| What to work on |
Leave out the pictures and output the data verbatim.

(Data for processing begins)

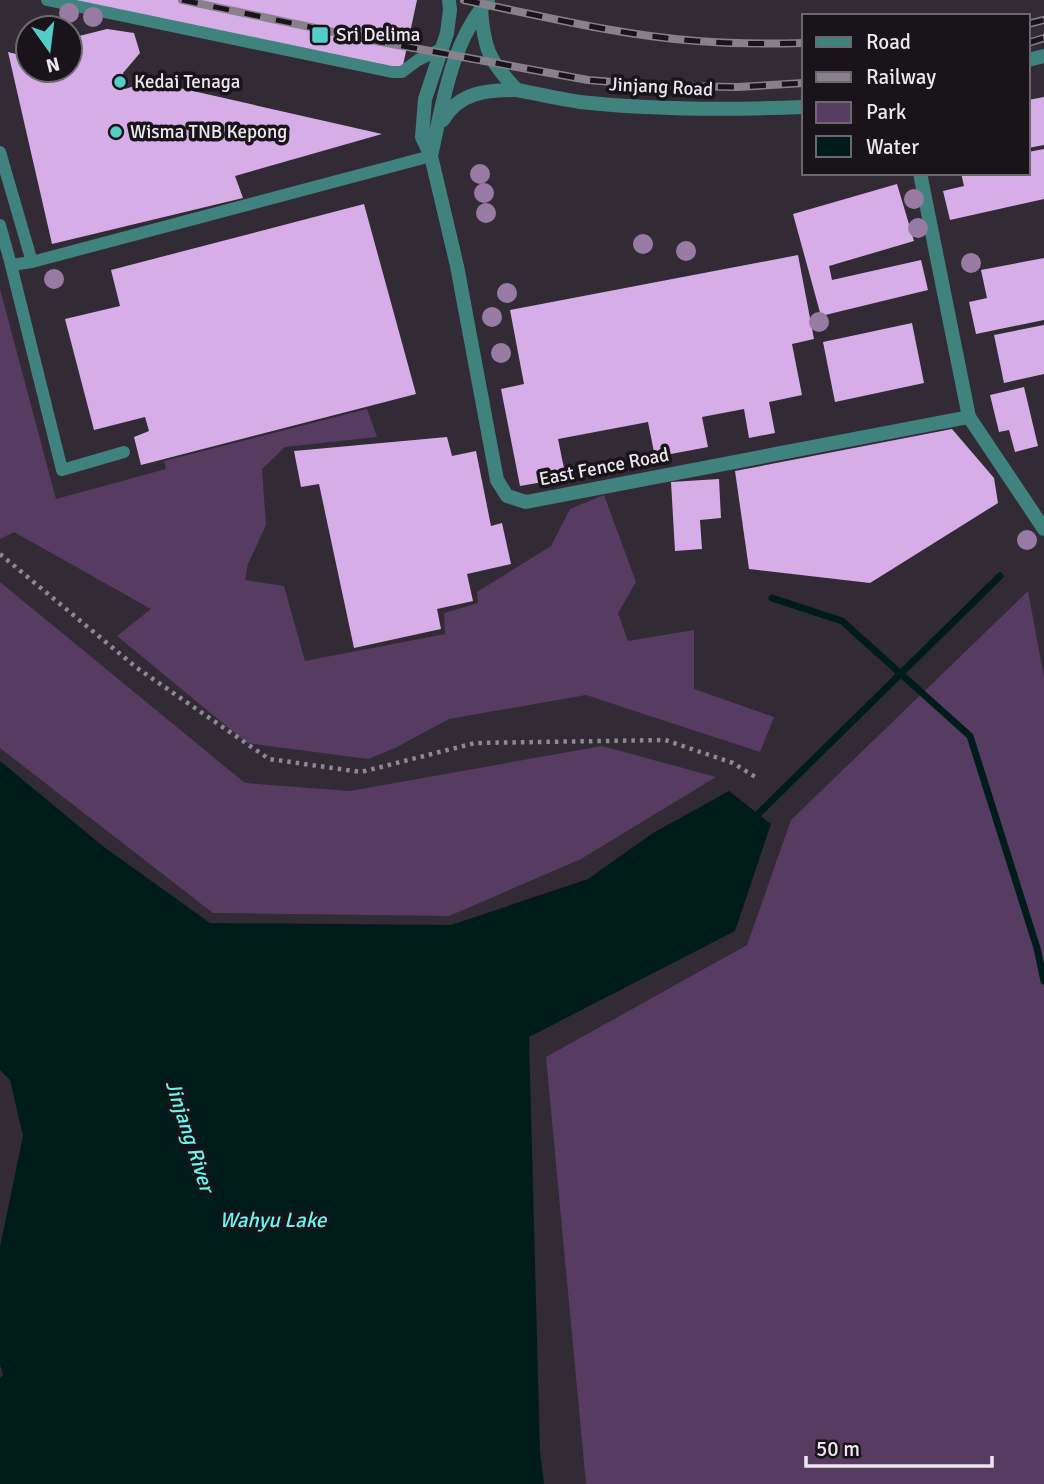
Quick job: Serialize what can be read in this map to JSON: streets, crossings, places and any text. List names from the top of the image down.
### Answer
{
  "streets": {
    "street": ["Jinjang Road", "East Fence Road"]
  },
  "water": ["Jinjang River", "Wahyu Lake"],
  "places": {
    "transit": ["Sri Delima"],
    "other": ["Kedai Tenaga", "Wisma TNB Kepong"]
  },
  "legend": [
    "Road",
    "Railway",
    "Park",
    "Water"
  ],
  "scale_bar": "50 m",
  "north": "bottom"
}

(Data for processing ends)

| Output below |
Quick job: Serialize what can be read in this map to JSON: streets, crossings, places and any text. List names from the top of the image down.
### Answer
{
  "streets": {
    "street": ["Jinjang Road", "East Fence Road"]
  },
  "water": ["Jinjang River", "Wahyu Lake"],
  "places": {
    "transit": ["Sri Delima"],
    "other": ["Kedai Tenaga", "Wisma TNB Kepong"]
  },
  "legend": [
    "Road",
    "Railway",
    "Park",
    "Water"
  ],
  "scale_bar": "50 m",
  "north": "bottom"
}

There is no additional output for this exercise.